Мэтт лежал у подножия креста в спальном мешке, положив голову на груду иголок. Одно плечо высовывалось из мешка: он улегся в него, не сняв костюма. Глаза его были широко открыты, и, увидев меня, он подтянул мешок к подбородку. Я выключил фонарик, лег напротив и стал смотреть вверх, на небо, сквозь густые ветви. Сосны здесь были старые, высокие. Было им приблизительно лет сорок. Я подложил ладони под голову, и еще несколько минут прошло в молчании. Мы смотрели на крест, сиявший в лунном свете. От холода изо рта шел пар. Рождество в этом году обещало быть холодным. Вскоре после полуночи я встал и начал ощупывать землю в поисках фонарика. Мэтт открыл глаза и, увидев, что я дрожу от холода, спустил «молнию» на своем спальном мешке, приподнялся, расстелил спальник поперек на груде иголок, залез под одну его половину и закрыл глаза. На нем по-прежнему были туфли, на руках – резиновые перчатки, а на ремне все еще висела бутылка с чистящей жидкостью. И я вспомнил наш дом, Рекса, поднимающегося по ступенькам и ведущего с собой темноволосого мальчика. Он втаскивает его в дом со словами: «Это Мэтью… Мэйсон. Очевидно, это мой сын…» Я вспомнил, как Мэтт играл в мои игрушки и построил из кубиков красочный дворец, а из простейших деталей сооружал свои сложные механизмы; как он сидел у мисс Эллы на коленях, а ванильное мороженое капало у него с подбородка и пальцев.
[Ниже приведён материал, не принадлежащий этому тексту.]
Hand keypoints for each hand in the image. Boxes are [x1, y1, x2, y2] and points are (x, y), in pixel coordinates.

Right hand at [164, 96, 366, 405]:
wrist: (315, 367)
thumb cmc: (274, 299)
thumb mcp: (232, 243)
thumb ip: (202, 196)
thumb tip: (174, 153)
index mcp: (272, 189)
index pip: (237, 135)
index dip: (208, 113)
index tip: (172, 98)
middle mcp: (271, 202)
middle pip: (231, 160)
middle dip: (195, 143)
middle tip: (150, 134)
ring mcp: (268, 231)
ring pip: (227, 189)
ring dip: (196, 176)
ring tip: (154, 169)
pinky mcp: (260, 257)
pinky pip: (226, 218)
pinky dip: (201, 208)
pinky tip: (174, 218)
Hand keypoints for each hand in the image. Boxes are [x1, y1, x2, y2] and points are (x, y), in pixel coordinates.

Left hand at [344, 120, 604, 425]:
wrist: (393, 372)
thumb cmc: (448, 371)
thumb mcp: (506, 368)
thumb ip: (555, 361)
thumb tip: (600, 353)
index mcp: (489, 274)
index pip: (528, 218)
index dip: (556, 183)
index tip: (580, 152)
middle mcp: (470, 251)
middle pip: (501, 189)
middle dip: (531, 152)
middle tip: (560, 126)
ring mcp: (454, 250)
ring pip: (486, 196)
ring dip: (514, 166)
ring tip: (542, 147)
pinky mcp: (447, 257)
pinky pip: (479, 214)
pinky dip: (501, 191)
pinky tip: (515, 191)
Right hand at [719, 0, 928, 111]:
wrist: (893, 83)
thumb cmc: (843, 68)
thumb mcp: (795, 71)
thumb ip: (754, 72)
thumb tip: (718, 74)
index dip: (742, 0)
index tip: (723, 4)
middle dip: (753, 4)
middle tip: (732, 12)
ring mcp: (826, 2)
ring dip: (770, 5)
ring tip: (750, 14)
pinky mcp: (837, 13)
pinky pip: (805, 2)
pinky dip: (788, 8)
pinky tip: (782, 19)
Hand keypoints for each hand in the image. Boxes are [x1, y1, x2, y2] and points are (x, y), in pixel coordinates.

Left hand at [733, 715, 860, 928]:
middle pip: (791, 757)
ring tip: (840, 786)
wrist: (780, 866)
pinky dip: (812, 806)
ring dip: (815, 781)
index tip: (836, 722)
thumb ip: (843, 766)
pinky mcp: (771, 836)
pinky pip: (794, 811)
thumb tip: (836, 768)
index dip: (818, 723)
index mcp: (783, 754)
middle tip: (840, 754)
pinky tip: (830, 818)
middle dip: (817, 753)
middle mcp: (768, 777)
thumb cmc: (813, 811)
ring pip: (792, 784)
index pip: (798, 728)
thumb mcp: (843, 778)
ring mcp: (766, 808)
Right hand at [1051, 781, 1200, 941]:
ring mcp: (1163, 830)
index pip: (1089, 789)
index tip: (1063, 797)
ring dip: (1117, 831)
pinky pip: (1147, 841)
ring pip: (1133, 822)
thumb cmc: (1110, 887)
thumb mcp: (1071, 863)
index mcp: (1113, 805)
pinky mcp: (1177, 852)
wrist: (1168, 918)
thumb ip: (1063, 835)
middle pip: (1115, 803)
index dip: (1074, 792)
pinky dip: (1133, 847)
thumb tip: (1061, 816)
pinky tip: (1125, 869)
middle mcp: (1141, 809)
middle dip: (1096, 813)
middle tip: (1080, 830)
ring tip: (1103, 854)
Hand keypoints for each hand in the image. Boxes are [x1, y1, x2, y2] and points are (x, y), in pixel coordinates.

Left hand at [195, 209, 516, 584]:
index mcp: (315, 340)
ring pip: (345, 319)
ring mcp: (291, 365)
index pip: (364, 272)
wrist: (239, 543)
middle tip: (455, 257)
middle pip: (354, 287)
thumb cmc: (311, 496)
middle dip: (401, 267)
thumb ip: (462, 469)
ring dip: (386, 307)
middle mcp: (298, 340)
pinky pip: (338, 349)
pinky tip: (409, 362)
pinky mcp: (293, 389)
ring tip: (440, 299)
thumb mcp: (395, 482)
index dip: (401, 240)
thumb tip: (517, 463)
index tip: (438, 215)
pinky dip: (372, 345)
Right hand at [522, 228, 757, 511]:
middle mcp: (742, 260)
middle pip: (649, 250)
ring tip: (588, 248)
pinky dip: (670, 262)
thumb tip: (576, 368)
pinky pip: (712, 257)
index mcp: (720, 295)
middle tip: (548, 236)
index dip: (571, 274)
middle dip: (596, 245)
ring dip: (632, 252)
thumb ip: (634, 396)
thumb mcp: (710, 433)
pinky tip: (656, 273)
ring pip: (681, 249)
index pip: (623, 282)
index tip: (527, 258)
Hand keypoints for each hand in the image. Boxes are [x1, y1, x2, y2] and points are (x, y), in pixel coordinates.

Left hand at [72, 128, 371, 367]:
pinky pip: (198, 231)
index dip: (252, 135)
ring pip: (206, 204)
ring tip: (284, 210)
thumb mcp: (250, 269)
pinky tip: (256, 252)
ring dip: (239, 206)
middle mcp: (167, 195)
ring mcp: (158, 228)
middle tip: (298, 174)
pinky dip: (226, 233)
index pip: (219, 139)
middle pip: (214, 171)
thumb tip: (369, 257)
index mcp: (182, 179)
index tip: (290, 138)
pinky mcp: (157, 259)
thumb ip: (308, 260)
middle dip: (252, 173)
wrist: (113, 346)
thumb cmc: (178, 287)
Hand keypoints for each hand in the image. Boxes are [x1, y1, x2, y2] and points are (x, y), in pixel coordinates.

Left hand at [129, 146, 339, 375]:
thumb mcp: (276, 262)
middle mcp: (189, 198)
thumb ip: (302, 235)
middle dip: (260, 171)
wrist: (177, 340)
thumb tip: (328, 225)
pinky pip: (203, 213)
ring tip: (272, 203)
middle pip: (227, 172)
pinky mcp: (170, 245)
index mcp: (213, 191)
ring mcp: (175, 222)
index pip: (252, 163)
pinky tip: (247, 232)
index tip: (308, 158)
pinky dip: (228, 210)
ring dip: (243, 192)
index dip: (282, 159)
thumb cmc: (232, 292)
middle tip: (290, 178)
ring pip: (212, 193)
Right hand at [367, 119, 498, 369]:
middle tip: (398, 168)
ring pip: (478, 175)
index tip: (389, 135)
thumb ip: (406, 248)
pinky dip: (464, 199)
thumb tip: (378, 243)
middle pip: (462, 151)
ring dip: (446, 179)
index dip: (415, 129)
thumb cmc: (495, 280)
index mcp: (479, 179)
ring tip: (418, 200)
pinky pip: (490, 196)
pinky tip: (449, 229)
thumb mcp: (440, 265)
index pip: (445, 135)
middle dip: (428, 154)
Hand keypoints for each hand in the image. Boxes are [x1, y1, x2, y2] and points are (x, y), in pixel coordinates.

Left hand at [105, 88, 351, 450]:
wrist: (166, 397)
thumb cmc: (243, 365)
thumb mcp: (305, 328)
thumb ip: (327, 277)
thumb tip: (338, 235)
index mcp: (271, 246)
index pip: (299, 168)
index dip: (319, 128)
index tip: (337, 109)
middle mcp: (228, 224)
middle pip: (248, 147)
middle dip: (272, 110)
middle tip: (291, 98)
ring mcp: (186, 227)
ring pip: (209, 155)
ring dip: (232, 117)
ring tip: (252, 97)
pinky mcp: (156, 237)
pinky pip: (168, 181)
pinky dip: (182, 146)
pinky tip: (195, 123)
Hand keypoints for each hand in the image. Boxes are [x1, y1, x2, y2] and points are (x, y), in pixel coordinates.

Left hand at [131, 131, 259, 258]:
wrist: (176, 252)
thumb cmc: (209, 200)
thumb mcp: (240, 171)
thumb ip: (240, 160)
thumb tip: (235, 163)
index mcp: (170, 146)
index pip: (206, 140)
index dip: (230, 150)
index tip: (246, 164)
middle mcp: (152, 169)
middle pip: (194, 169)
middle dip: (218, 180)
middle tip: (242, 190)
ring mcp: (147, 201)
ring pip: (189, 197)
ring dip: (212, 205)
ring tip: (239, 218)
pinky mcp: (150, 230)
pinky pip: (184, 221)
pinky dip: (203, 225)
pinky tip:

Я вспомнил о похоронах мисс Эллы и его неожиданном появлении, о его всклокоченных, нечесаных волосах. После похорон он совсем перестал следить за собой. Несколько недель мы прожили вместе, я был раздражен – меня мучила безысходность. Я вспомнил, как быстро я принял тогда решение отвезти его в «Дубы», как посадил его в машину и высадил у порога, а потом уехал, не оглянувшись и, по сути дела, вычеркнув его из своей жизни. А ведь Мэтт был самым чистым, самым безвинным человеком из всех, кого я знал, но я большую часть своей взрослой жизни третировал его так же, как Рекс третировал меня. Именно там, под собственноручно отполированным им крестом, минувшее вновь предстало передо мной. И мне стало больно. Я лег рядом с Мэттом, спина к спине, упираясь головой в подножие креста.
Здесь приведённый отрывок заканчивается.